ST. PETE’S MURAL FESTIVAL SHINES, DESPITE HURRICANE INTERFERENCE
With the 2024 SHINE Mural Festival in her rearview mirror, director Jenee Priebe exhaled, put her feet up and reflected on the event that almost wasn’t. SHINE’s 10th anniversary got pushed back a month, from October to November, in the wake of Hurricane Milton.
Sunday was the final day of SHINE ‘24.
“I’m very happy with it,” Priebe said. “I really wanted to make Year 10 special, and I was worried that with all the rescheduling, that would be missed or wouldn’t happen.
“But this year still feels different, and it feels bigger – we’ve done incredible, big walls in locations that we’ve never been able to do before.”
Biggest of all was the 14-story Walker Whitney Plaza, 226 5th Avenue N. Canadian muralist Emmanuel Jarus was assigned the west-facing wall.
Priebe was one of three guides Sunday on a sold-out afternoon trolley tour, taking in many of the new works (there are 15 in total) downtown and in nearby districts.
When the trolley paused at the Walker Whitney site, guide Dan Wood s
aid the internationally-known Jarus worked on a particularly tight schedule. He’d allotted 20 days for the massive mural, but had to – absolutely had to – be in Hawaii by a certain date.
So he started on his depiction of an enigmatic, fair-skinned woman in black in early October. He was painting, Wood explained, the day before Milton blew ashore.
“No one knows who she is,” Wood continued. “We’ve been asked many times. I asked Jarus over lunch who the lady is, and I just got this blank look. That’s part of the mystery of it, right?”
Jarus, of course, came back and finished the job last week.
Wood, Priebe and artist Laura “Miss Crit” Spencer told the 30 rapt trolley riders about each mural as it came into view, and answered a volley of questions about technique, equipment and the method for selecting muralists.
“People ask how you select Jarus for a wall like this,” said Wood. “You’re really whittling it down to the capabilities of an artist – who can actually paint a 14-story wall in an allotted time, in a given time period? Maybe it wouldn’t be possible with spray paint, but Jarus used acrylic … not only a brush on a roller, bit also, at times, a broom dipped in paint.”
The next-largest mural, by Australian Fintan McGee, was not quite completed Sunday. It’s on the side of Reflection St. Pete, the new apartment complex by Mirror Lake. Reflection is SHINE’s corporate sponsor for this year and next, and kicked in $50,000 for the privilege (that’s approximately one-fifth of the event’s annual budget).
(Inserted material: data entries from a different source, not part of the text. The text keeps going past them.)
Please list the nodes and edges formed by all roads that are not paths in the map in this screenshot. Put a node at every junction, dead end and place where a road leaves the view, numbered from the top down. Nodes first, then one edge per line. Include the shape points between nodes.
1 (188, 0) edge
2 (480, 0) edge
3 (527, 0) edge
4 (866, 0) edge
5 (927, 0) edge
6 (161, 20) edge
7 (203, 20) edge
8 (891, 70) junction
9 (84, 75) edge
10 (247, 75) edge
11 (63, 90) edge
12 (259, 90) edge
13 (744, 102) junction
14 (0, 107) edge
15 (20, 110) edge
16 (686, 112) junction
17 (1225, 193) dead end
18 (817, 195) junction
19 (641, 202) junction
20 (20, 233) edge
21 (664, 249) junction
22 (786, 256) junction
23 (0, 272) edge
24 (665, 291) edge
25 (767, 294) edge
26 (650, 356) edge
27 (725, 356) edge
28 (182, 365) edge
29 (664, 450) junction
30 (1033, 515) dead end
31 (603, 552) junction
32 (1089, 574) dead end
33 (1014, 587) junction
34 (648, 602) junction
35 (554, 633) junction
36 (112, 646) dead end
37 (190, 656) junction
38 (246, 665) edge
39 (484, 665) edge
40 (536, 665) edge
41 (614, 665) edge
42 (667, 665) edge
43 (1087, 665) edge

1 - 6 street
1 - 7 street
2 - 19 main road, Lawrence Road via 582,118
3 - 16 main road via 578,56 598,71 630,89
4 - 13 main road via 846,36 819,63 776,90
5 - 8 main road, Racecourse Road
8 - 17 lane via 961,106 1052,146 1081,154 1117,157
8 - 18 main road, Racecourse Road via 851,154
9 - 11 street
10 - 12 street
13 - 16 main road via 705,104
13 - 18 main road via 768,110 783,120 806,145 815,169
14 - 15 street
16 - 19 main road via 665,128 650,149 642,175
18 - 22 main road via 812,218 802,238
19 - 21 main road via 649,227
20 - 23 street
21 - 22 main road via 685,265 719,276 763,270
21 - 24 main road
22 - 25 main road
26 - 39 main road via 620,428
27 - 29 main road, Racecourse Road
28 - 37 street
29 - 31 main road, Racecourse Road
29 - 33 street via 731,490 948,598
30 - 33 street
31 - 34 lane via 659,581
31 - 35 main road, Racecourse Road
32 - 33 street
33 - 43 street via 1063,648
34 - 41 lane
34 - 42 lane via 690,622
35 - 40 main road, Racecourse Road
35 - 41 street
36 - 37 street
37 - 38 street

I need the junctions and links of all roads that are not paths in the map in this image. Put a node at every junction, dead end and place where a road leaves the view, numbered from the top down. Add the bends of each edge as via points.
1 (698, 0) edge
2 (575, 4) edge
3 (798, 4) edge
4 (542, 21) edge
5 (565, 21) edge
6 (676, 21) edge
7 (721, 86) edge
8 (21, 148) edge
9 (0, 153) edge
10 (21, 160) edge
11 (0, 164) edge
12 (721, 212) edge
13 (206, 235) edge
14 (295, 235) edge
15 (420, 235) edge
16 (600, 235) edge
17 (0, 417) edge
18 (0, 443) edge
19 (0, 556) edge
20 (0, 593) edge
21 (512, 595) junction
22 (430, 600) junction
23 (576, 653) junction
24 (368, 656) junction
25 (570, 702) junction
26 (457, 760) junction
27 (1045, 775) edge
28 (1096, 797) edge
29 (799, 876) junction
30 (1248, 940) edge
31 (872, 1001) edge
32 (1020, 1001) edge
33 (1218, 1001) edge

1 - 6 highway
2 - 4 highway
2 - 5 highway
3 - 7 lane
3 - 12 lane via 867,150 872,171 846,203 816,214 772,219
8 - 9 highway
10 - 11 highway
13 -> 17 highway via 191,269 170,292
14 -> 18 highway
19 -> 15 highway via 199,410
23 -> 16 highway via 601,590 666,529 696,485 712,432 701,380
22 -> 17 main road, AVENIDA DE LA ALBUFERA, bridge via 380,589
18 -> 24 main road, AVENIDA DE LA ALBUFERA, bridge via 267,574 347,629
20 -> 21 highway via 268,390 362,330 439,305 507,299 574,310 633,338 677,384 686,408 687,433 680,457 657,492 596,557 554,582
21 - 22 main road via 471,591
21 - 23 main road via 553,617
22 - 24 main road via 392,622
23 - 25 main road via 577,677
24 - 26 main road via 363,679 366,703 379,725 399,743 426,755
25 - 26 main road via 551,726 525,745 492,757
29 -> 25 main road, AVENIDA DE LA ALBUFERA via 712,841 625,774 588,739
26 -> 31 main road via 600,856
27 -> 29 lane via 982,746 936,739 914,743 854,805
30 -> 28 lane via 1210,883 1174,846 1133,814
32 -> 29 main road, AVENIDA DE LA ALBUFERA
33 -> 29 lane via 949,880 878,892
Tampa muralist Frankie G., an unannounced guest on the tour, took the microphone and discussed his ambitious mural on the backside of FloridaRAMA, part of The Factory St. Pete.
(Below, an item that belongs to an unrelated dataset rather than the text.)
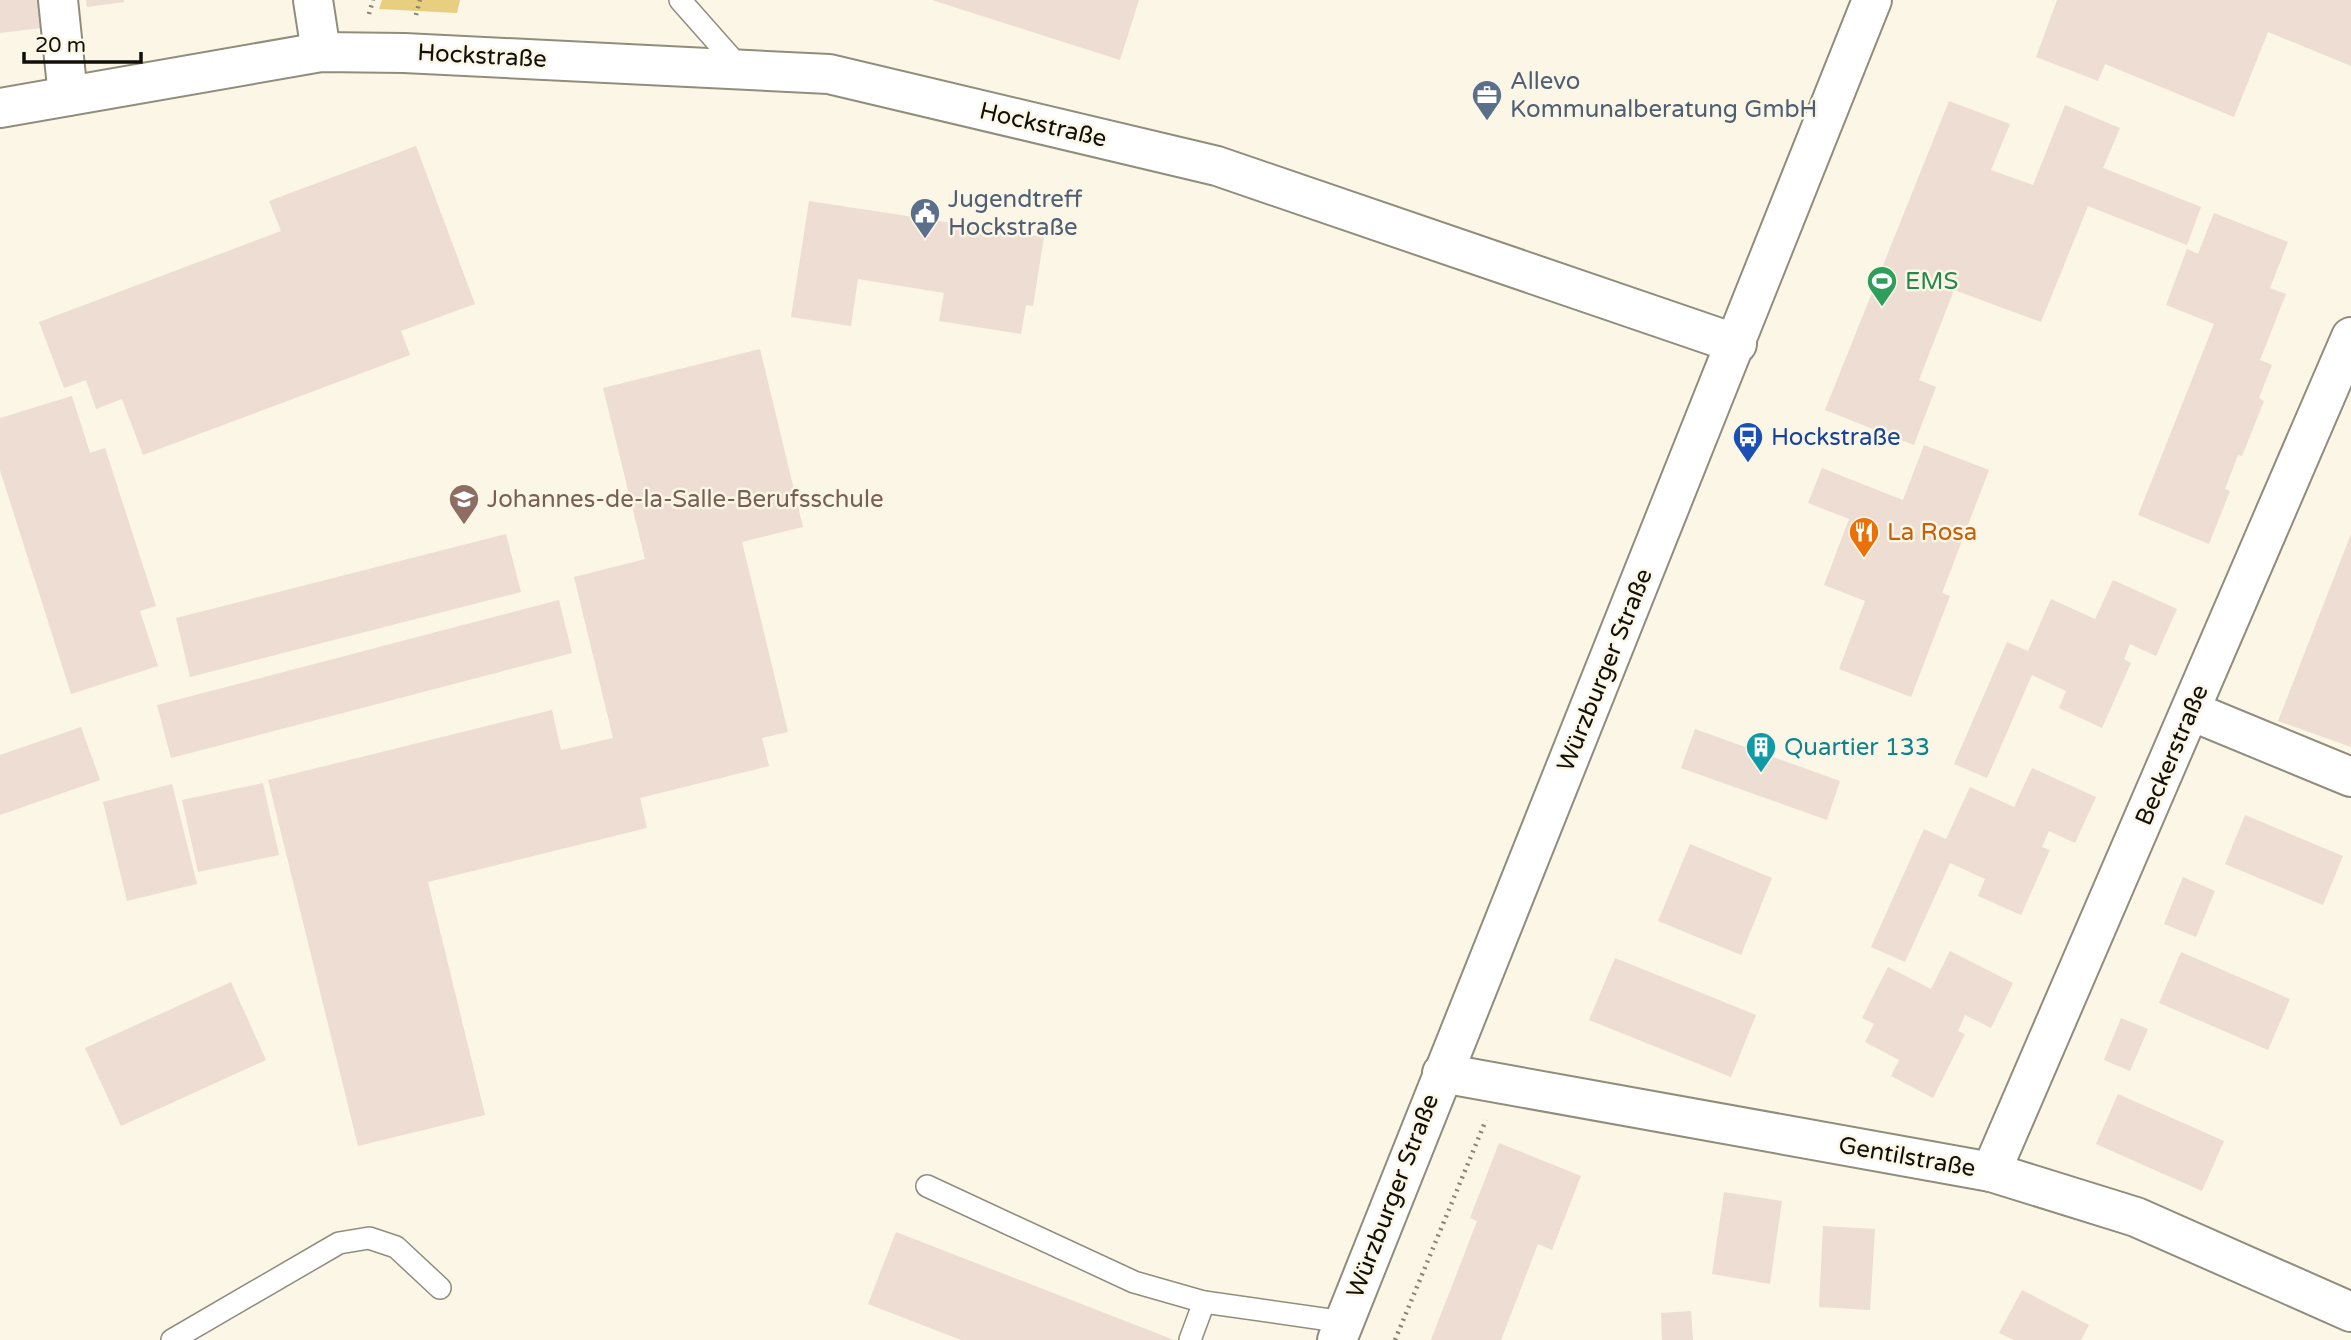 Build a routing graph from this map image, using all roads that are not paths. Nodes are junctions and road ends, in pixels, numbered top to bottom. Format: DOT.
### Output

Priebe isn’t an artist herself, but considering all the hoops she has to juggle, she might be the most creative person on the entire team. “I feel a great sense of pride for the part that I did, which is making sure everyone could paint successfully,” she said.
“My job is to clear the way, set everything up so that when they show up, they can paint and get their job done within the time frame. And that’s happening. And the artwork is incredible.”
The curated Star Trolley SHINE tours began at the beginning of this year. They immediately sold out, and more were added. Although the tours were put on hold during the long, hot summer, they picked up again for the ’24 event and will continue (click here for tour scheduling and tickets). The trolley service donates five percent of sales to the St. Petersburg Arts Alliance, which produces SHINE.
Priebe believes the tours are introducing an entirely new audience to SHINE, and to public art in general.
“It’s really about being able to disseminate this information to the public, and give them this opportunity to learn more about it,” she said. “Which we’d been limited in our ability to do.
“And now we have a structure, a curated experience for them to really understand what we’re doing and why it matters.”